Reference work entry

Introduction

The legislative and commercial capital of Malaysia, Kuala Lumpur is the country’s largest city. Situated centrally in Peninsular Malaysia, the city’s growth during the second half of the twentieth century was remarkable, doubling in size within a generation. Ethnic Chinese form a large part of the city’s population and dominate commerce. Ethnic Malays control the administration. In 2000 Putrajaya was named joint capital, although Kuala Lumpur is still the centre of administration as only the prime minister’s office and two ministries have moved to the new capital.

History

The site of Kuala Lumpur was uninhabited until the 1850s, when the interior of the Malay state of Selangor was opened up by tin miners. In 1857 a group of Chinese miners navigated the Klang River to its shallow confluence with the Gombak River where they established a collection point for the tin found in major deposits to the east. The settlement was on the site of the present-day Kuala Lumpur suburb of Ampang. As local mining interests grew, so did a shanty town to serve the mines.

When a dispute over the succession to the throne of Selangor erupted into civil war, Britain stepped in to protect the Malay sultans, who were to be advised by a British resident. The first holder of this office in Selangor, Sir Frank Swettenham, arrived in Kuala Lumpur in 1882 which by then had replaced Klang as Selangor’s capital.

Under Swettenham’s guidance, the town, which had been largely destroyed by fire in 1880, was rebuilt in brick. When, in 1896, the Federation of Malay States was formed, Kuala Lumpur was named capital. Kuala Lumpur grew into a British colonial capital city.

During the first decades of the twentieth century the city’s Chinese and Indian populations mushroomed.

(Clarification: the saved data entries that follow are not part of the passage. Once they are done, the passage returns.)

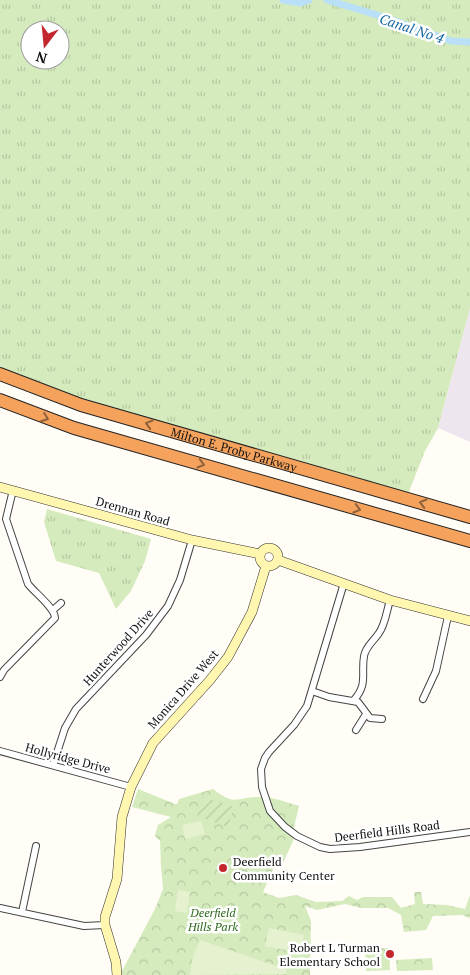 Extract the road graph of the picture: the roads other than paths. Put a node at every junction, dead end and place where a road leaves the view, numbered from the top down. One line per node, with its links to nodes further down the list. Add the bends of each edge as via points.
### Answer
1 (0, 374): 5 (highway, Milton E. Proby Parkway, one-way to 1, via 81,405)
2 (0, 400): 7 (highway, Milton E. Proby Parkway, one-way to 7, via 74,428)
3 (0, 486): 4 (street, Drennan Road)
4 (13, 490): 6 (street, Drennan Road); 14 (street, via 6,514 8,525 28,584)
5 (470, 517)
6 (192, 540): 8 (street, Drennan Road); 26 (street, Hunterwood Drive, via 168,606 154,626 73,714 64,728)
7 (470, 541)
8 (260, 554): 9 (street, via 271,548 276,551); 10 (street, via 260,560)
9 (278, 560): 10 (street, via 272,566); 11 (street)
10 (266, 566): 27 (street, Monica Drive West, via 252,612 228,657 153,743)
11 (344, 583): 12 (street); 19 (street, Deerfield Hills Road)
12 (390, 600): 15 (street); 21 (street, via 380,632 366,648 363,686)
13 (61, 603): 14 (street)
14 (52, 610): 17 (street, via 55,618)
15 (448, 616): 16 (street); 20 (street, via 436,671)
16 (470, 621)
17 (2, 668): 18 (street)
18 (0, 677)
19 (312, 691): 21 (street); 28 (street, Deerfield Hills Road, via 302,715 269,752 261,769 262,787 270,811 285,827 320,847 341,850)
20 (422, 699)
21 (354, 700): 22 (street)
22 (366, 714): 23 (street, via 370,718); 24 (street)
23 (382, 719)
24 (356, 730)
25 (0, 751): 26 (street, Hollyridge Drive)
26 (53, 765): 27 (street, Hollyridge Drive)
27 (131, 787): 32 (street, Monica Drive West, via 122,817 117,880 107,909)
28 (470, 832)
29 (36, 846): 31 (street)
30 (0, 908): 31 (street)
31 (22, 912): 32 (street, via 84,926)
32 (106, 925): 33 (street, Monica Drive West)
33 (117, 975) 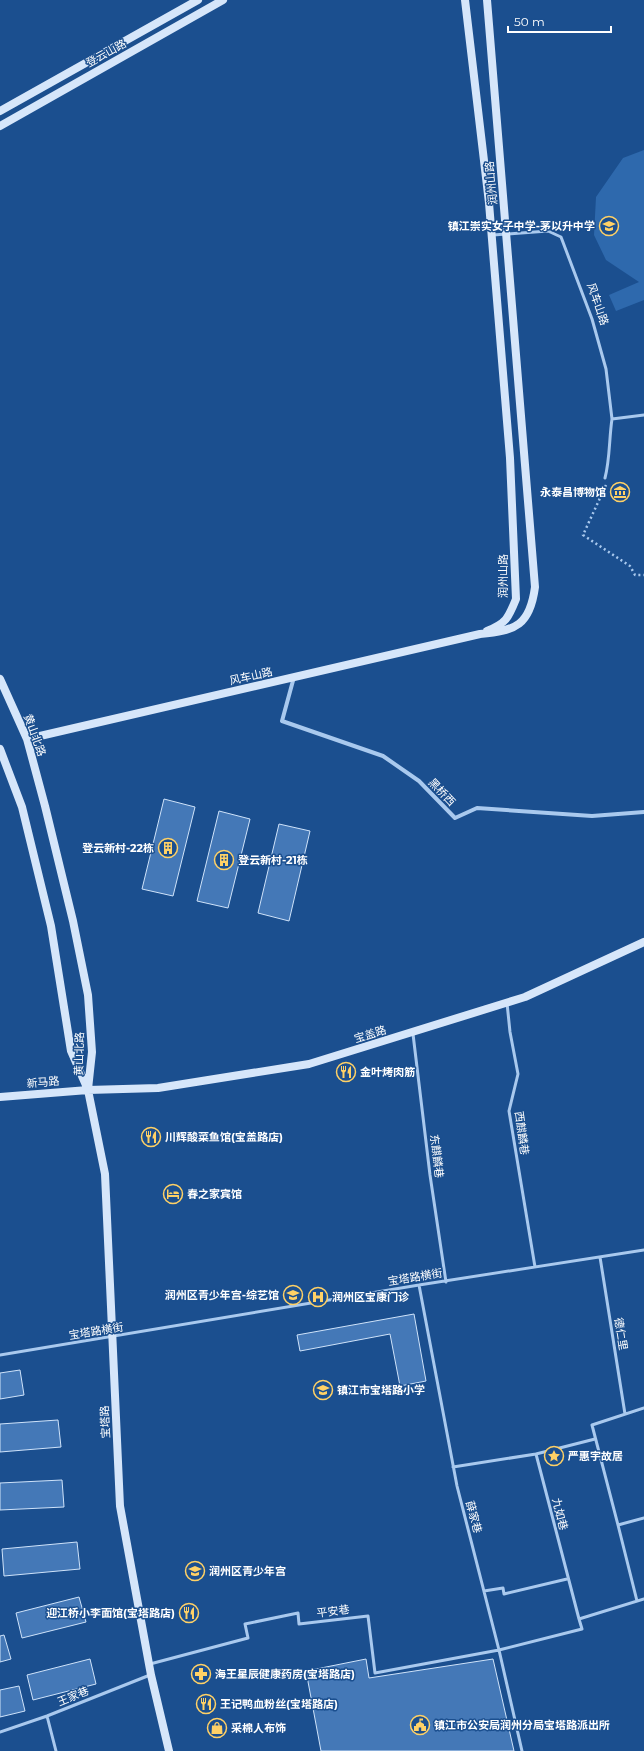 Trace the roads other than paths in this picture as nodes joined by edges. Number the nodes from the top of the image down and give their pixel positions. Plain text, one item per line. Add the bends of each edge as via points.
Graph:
1 (198, 0) edge
2 (223, 0) edge
3 (465, 0) edge
4 (486, 0) edge
5 (0, 111) edge
6 (0, 126) edge
7 (506, 234) junction
8 (490, 236) junction
9 (644, 415) edge
10 (612, 419) junction
11 (605, 478) road end
12 (480, 634) junction
13 (295, 677) junction
14 (0, 678) edge
15 (27, 739) junction
16 (0, 749) edge
17 (644, 812) edge
18 (644, 942) edge
19 (507, 1002) junction
20 (413, 1032) junction
21 (88, 1090) junction
22 (0, 1097) edge
23 (644, 1250) edge
24 (600, 1257) junction
25 (536, 1267) junction
26 (446, 1282) junction
27 (419, 1286) junction
28 (112, 1338) junction
29 (0, 1355) edge
30 (644, 1408) edge
31 (625, 1414) junction
32 (595, 1439) junction
33 (536, 1454) junction
34 (453, 1467) junction
35 (644, 1518) edge
36 (618, 1525) junction
37 (568, 1579) junction
38 (484, 1591) junction
39 (644, 1599) edge
40 (637, 1601) junction
41 (579, 1620) junction
42 (499, 1650) junction
43 (149, 1664) junction
44 (151, 1675) junction
45 (47, 1716) junction
46 (0, 1732) edge
47 (56, 1751) edge
48 (169, 1751) edge
49 (522, 1751) edge

1 - 5 street, 登云山路
2 - 6 street, 登云山路
3 - 8 street, 润州山路
4 - 7 street, 润州山路
7 - 8 lane, 风车山路
7 - 10 lane, 风车山路 via 548,231 561,237 592,318 606,369
7 - 12 street, 润州山路 via 535,587 533,602 527,615 518,625 504,632
8 - 12 street, 润州山路 via 510,458 516,599 510,614 502,624
9 - 10 lane
10 - 11 lane, 风车山路
12 - 13 street, 风车山路
13 - 15 street, 风车山路
13 - 17 street, 黑桥西 via 282,721 383,756 419,781 455,818 477,808 592,816
14 - 15 street, 黄山北路
15 - 21 street, 黄山北路 via 88,994 92,1052
16 - 21 street, 黄山北路 via 22,807 51,926 71,1050
18 - 19 street, 宝盖路 via 526,997
19 - 20 street, 宝盖路
19 - 25 lane, 西麒麟巷 via 518,1074 509,1111
20 - 21 street, 宝盖路 via 309,1064 158,1088
20 - 26 lane, 东麒麟巷
21 - 22 street, 新马路
21 - 28 street, 宝塔路 via 106,1174
23 - 24 lane, 宝塔路横街
24 - 25 lane, 宝塔路横街
24 - 31 lane, 德仁里
25 - 26 lane, 宝塔路横街
26 - 27 lane, 宝塔路横街
27 - 28 lane, 宝塔路横街
27 - 34 lane, 薛家巷
28 - 29 lane, 宝塔路横街
28 - 43 street, 宝塔路 via 120,1506
30 - 31 lane
31 - 32 lane via 592,1425
32 - 33 lane
32 - 36 lane
33 - 34 lane
33 - 37 lane, 九如巷
34 - 38 lane, 薛家巷
35 - 36 lane
36 - 40 lane
37 - 38 lane via 504,1594 503,1588
37 - 41 lane, 九如巷
38 - 42 lane, 薛家巷
39 - 40 lane
40 - 41 lane
41 - 42 lane via 582,1629
42 - 43 lane, 平安巷 via 375,1673 368,1616 299,1624 298,1613 245,1624 248,1638
42 - 49 lane, 薛家巷
43 - 44 street, 宝塔路
44 - 45 lane, 王家巷
44 - 48 street, 宝塔路
45 - 46 lane, 王家巷
45 - 47 lane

In 1941 the city was overrun by Japanese forces during their lightning invasion of the Malay Peninsula. After World War II (1939–45), the guerrilla movement against British rule, launched by the (ethnic Chinese) Malay Communist Party, had a dramatic effect upon the fortunes of the city. A series of strongly defended villages and other settlements was established around the edge of Kuala Lumpur to house people displaced by guerrilla activity elsewhere in Malaya. These settlements became, in time, suburbs of a rapidly expanding city.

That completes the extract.